MemorySyncMemorySync
Advanced

Memory Compaction

Over time, a project accumulates clusters of semantically similar memories — slight variations of the same fact, repeated preferences, or overlapping context. Memory compaction merges these clusters into single, richer memories that improve recall precision while reducing storage and embedding costs.

What is Memory Compaction

Memory compaction is a cluster-based synthesis process. The compression engine identifies groups of semantically related memories, synthesizes them into a single merged memory that preserves all unique information, and retires the originals. The result is a smaller, higher-quality memory corpus that produces better recall results.

Key guarantee
Compaction never loses information. Every entity, fact, and attribution from the original memories must be present in the synthesized output, verified by strict validation before the merge is committed.

Cluster Discovery

Before any synthesis happens, the engine must identify which memories belong together. Cluster discovery works in two stages:

  1. 1Semantic grouping. The engine computes pairwise vector similarity between memories within a project. Memories with similarity above the compaction threshold (configurable per project) are grouped into candidate clusters.
  2. 2Cluster validation. Each candidate cluster is validated for merge eligibility: all members must share the same user, project, and environment scope. Clusters that span different scopes are rejected.

The engine prefers smaller, tighter clusters (2–5 memories) over large ones. Oversized clusters are split before synthesis to keep the merged output coherent.

Synthesis Pipeline

Once a cluster is validated, the synthesis pipeline produces the merged memory:

  1. 1Content assembly. The engine collects the text, metadata, entities, tags, and source attribution from all cluster members into a unified context block.
  2. 2Synthesis. The assembled context is passed to the synthesis prompt, which produces a single merged memory that combines all unique information from the originals.
  3. 3Validation. The synthesized output is validated against strict rules (see next section). If validation fails, the merge is aborted and the originals remain untouched.
  4. 4Embedding.

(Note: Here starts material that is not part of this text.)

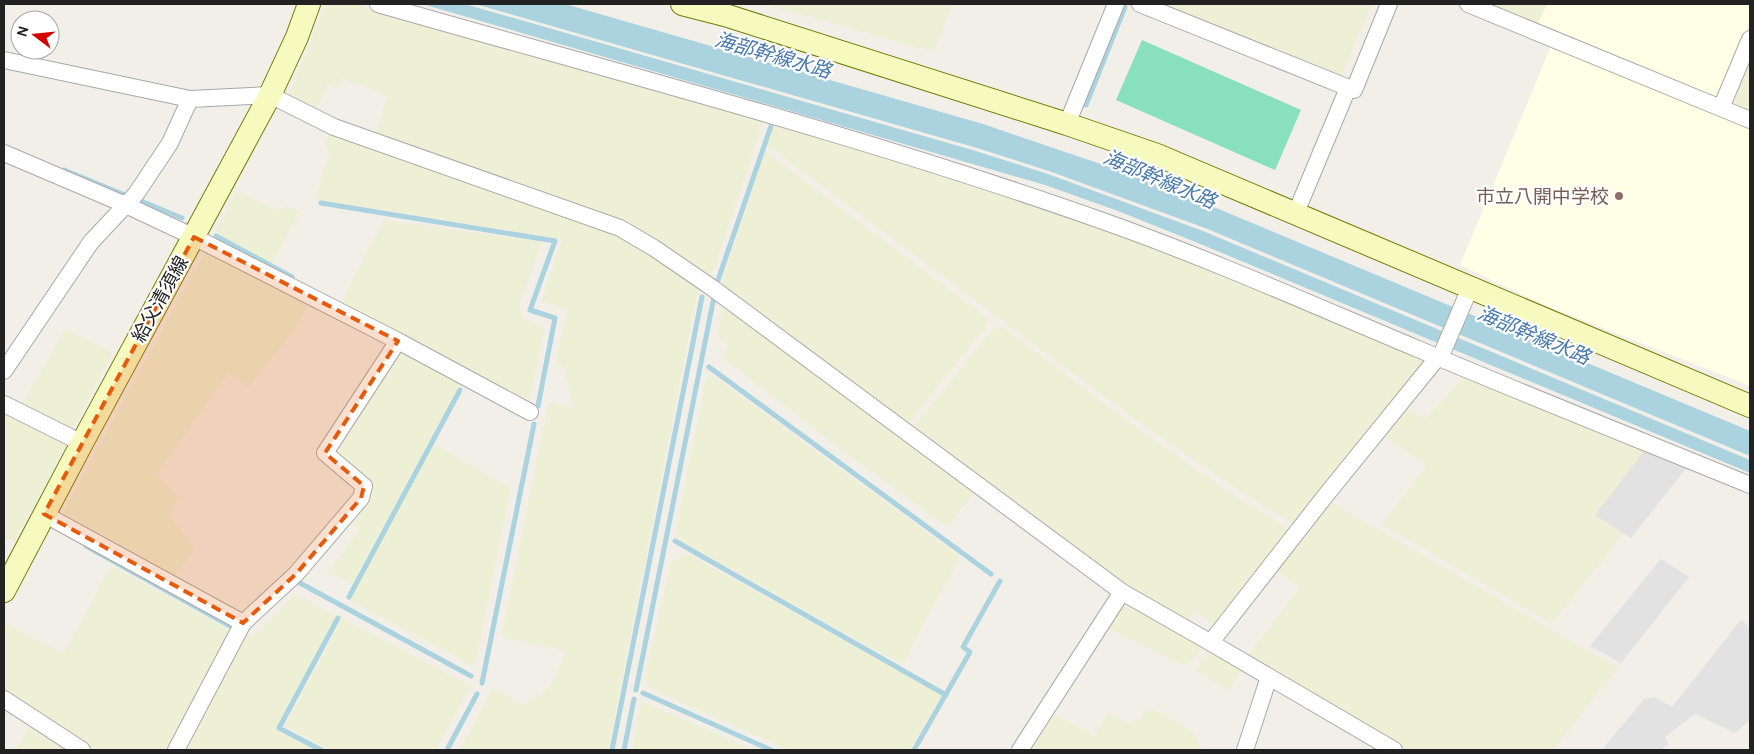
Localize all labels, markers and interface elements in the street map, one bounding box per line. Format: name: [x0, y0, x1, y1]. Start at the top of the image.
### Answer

The validated merged memory is embedded and indexed in the vector store, replacing the original vectors.

Strict Validation Rules

The compression engine enforces strict validation to prevent information loss. Every synthesized memory must pass all of these checks before the merge is committed:

Validation RuleDescription
Entity preservationEvery named entity (people, organizations, tools, etc.) that appears in any source memory must appear in the merged output.
Fact completenessNo factual assertion from any source memory may be omitted. Contradictions are preserved with attribution.
Source attributionThe merged memory’s metadata must link back to all original source memories for traceability.
Length boundsThe merged output must not exceed the maximum memory size. If synthesis produces content that is too long, the merge is rejected.
Scope integrityThe merged memory inherits the scope (user, project, environment) from the originals. All originals must share the same scope.

Original Memory Handling

After a successful merge, the original memories are not deleted immediately. Instead, they follow a soft-retirement process:

  • Soft-delete. Original memories are marked as soft-deleted. They no longer appear in recall results but remain in the database for audit purposes.
  • Vector removal. The original vectors are removed from the active index. Only the merged memory’s vector remains searchable.
  • Audit link. Each retired memory receives a metadata link to the merged memory that replaced it, creating a full provenance chain.
  • Retention. Soft-deleted originals are subject to the standard retention policy. They are permanently purged only when the retention window expires.

When Compaction Runs

Compaction can be triggered in three ways:

TriggerDescription
Scheduled sweepBackground workers periodically scan projects for compaction candidates. The sweep interval is configurable per organization.
Threshold-basedWhen a project’s memory count exceeds a configured threshold, compaction is automatically triggered to keep the corpus manageable.
Manual APIAdmins can trigger compaction for a specific project via the API. This is useful after large bulk imports.

Failure Recovery

The compression engine is designed for safe partial failure:

  • Atomic merge. Each cluster merge is wrapped in a single database transaction. If any step fails — synthesis, validation, embedding, or soft-delete — the entire merge is rolled back and the original memories remain untouched.
  • Cluster isolation. Failure in one cluster does not affect other clusters in the same batch. The engine continues processing remaining clusters.
  • Retry with backoff. Failed clusters are flagged and retried in subsequent sweeps with exponential backoff. Persistent failures are logged and excluded from future sweeps.
  • No partial merges. There is no state where some originals are retired but the merged memory doesn’t exist. The transaction guarantee prevents this.
Important
If a compaction run fails repeatedly on the same cluster, check the audit log for validation errors. The most common cause is entity conflicts in the synthesis output.